The bestselling writer made her
comments at Compelling Novels, Vulnerable Children, an event organised by the
umbrella group Children in Scotland for the Edinburgh Book Festival.
She told The Times that she did not
wish to see a return to the standards of Enid Blyton, but that she was worried
about the effect that gloomy books can have on children. “I can’t see how we
roll back from this without returning to the sort of fiction that is no longer
credible — books with a Blyton-ish view of things.”
Her concerns were not shared by Anthony
Browne, the current Children’s Laureate, who believes that a lot of children’s
literature remains upbeat. “There are both types of endings, happier and
unhappier. I prefer open endings. I don’t think we are living in an age of
depressing, dark endings. If you look at Jacqueline Wilson, she does deal in
gritty realism, but her books don’t lack aspiration.”
He recently changed the ending to his
forthcoming book — Me and You, a retelling of Goldilocks and the Three Bears in
which Goldilocks comes from an impoverished background — so that the ending was
less miserable. “My original version had Goldilocks being chased out of the
bears’ house and her ending up on bleak, dark streets. I decided to give it a
more ambiguous ending, so now she is running toward something that may or may
not be her mother.”
Amanda Craig, who reviews children’s
books for The Times, said that Fine’s example of an aspirational ending, in
which a girl is given a place at a good school, appeared some years ago in
Dustbin Baby, an otherwise gritty book by Jacqueline Wilson.

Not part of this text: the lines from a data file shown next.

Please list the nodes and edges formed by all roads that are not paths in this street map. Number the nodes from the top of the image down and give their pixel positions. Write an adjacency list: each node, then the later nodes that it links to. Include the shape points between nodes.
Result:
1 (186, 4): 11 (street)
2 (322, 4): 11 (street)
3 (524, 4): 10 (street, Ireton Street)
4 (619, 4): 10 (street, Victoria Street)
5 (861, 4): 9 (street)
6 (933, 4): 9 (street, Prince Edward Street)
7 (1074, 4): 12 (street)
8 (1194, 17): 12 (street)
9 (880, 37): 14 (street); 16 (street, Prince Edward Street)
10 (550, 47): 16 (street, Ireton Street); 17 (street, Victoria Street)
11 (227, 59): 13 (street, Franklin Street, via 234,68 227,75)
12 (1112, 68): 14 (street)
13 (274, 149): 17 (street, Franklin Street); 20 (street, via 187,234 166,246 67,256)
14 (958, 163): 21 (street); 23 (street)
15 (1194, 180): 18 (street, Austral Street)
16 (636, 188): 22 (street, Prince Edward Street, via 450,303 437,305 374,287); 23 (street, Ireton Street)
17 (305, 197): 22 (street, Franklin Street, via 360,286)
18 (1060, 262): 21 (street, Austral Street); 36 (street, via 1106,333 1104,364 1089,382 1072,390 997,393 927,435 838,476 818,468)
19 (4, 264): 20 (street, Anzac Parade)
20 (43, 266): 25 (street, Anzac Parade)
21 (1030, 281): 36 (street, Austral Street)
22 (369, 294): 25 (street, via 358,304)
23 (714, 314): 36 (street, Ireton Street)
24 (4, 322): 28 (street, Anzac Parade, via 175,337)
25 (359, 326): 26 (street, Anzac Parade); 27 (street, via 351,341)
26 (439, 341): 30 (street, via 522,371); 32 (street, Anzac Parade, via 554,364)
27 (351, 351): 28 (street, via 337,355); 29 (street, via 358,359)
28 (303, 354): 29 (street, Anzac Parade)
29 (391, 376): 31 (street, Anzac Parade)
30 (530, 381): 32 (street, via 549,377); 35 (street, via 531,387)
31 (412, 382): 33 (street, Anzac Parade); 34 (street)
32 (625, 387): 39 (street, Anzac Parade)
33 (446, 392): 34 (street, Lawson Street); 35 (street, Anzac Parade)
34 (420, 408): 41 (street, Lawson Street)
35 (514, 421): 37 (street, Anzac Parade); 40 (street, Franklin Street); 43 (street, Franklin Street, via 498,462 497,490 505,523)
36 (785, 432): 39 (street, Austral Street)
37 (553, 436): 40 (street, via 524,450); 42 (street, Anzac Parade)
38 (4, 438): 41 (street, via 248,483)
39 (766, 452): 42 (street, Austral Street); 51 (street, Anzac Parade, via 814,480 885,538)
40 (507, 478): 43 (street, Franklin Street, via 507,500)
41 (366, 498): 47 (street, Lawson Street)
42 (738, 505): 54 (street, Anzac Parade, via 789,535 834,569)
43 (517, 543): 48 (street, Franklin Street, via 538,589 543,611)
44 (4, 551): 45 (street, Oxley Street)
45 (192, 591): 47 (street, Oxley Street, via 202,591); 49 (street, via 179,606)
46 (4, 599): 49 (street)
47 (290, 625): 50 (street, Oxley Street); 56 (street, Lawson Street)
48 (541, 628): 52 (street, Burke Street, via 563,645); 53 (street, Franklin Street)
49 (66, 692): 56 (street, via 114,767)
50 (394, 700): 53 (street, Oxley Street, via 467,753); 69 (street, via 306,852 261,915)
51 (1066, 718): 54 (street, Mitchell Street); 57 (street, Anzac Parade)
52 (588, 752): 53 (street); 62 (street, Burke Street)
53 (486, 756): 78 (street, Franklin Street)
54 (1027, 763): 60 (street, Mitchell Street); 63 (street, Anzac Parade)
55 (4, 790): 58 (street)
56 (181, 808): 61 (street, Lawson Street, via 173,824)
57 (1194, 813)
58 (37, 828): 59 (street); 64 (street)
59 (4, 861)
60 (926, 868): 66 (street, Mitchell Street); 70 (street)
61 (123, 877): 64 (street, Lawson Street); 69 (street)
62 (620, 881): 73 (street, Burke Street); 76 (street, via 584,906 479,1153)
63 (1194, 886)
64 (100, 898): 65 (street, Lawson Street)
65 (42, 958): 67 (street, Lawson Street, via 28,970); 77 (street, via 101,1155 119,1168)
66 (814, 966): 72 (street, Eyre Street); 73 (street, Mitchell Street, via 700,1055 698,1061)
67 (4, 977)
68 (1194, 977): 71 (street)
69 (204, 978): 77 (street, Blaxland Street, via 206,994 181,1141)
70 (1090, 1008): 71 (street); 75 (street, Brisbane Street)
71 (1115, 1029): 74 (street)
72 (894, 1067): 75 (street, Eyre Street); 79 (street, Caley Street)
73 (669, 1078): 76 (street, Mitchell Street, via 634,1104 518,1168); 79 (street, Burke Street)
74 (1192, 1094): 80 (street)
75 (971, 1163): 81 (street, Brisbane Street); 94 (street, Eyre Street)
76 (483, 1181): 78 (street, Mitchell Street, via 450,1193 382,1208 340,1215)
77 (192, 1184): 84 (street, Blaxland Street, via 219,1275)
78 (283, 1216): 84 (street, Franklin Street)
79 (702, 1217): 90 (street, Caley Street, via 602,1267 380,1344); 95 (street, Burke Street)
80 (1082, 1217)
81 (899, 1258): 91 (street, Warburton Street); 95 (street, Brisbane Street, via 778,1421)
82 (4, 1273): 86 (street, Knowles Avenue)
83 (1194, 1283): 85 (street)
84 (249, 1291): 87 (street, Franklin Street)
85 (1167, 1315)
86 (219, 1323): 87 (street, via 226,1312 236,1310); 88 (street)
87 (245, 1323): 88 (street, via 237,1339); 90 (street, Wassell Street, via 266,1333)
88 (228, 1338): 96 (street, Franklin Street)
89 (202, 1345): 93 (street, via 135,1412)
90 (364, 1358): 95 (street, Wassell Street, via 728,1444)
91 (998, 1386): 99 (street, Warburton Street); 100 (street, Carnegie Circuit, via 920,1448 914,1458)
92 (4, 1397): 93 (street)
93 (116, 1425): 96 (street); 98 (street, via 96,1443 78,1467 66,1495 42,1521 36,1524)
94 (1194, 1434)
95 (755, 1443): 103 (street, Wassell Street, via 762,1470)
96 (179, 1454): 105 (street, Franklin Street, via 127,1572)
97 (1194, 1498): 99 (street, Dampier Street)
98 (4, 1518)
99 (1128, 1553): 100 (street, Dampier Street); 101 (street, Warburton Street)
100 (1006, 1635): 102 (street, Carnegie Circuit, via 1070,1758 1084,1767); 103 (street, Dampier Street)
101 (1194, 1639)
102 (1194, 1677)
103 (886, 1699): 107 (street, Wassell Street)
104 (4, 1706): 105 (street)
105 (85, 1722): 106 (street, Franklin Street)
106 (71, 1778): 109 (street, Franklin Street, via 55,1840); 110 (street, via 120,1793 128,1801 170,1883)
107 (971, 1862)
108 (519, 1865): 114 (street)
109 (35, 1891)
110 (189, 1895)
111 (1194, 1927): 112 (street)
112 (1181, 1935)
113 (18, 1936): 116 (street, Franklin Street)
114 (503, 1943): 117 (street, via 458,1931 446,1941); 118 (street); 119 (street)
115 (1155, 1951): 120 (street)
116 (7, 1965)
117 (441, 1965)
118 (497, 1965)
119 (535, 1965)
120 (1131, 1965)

She added that Fine was also capable of
producing “utterly bleak” books such as Road of Bones, about a boy growing up
in totalitarian Russia. The title of the book, which was shortlisted for a
Carnegie Medal in 2007, refers to the bones of political dissidents who dared
to oppose Stalin.
Fine was accompanied on the panel at
the book festival talk by Melvin Burgess, whose children’s books have dealt
with child abuse in a care home and teenage heroin abuse. Burgess argued that
young people had a right to know about the seamier side of life. “I think
well-informed young people are better able to deal with things they may come
across,” he said. “I have had letters talking about the humanity of my books,
even when the situations the characters are in are very dark and difficult.
Just the fact that they are still making jokes and falling in love. Perhaps the
light of hope comes from the reader and not the story.”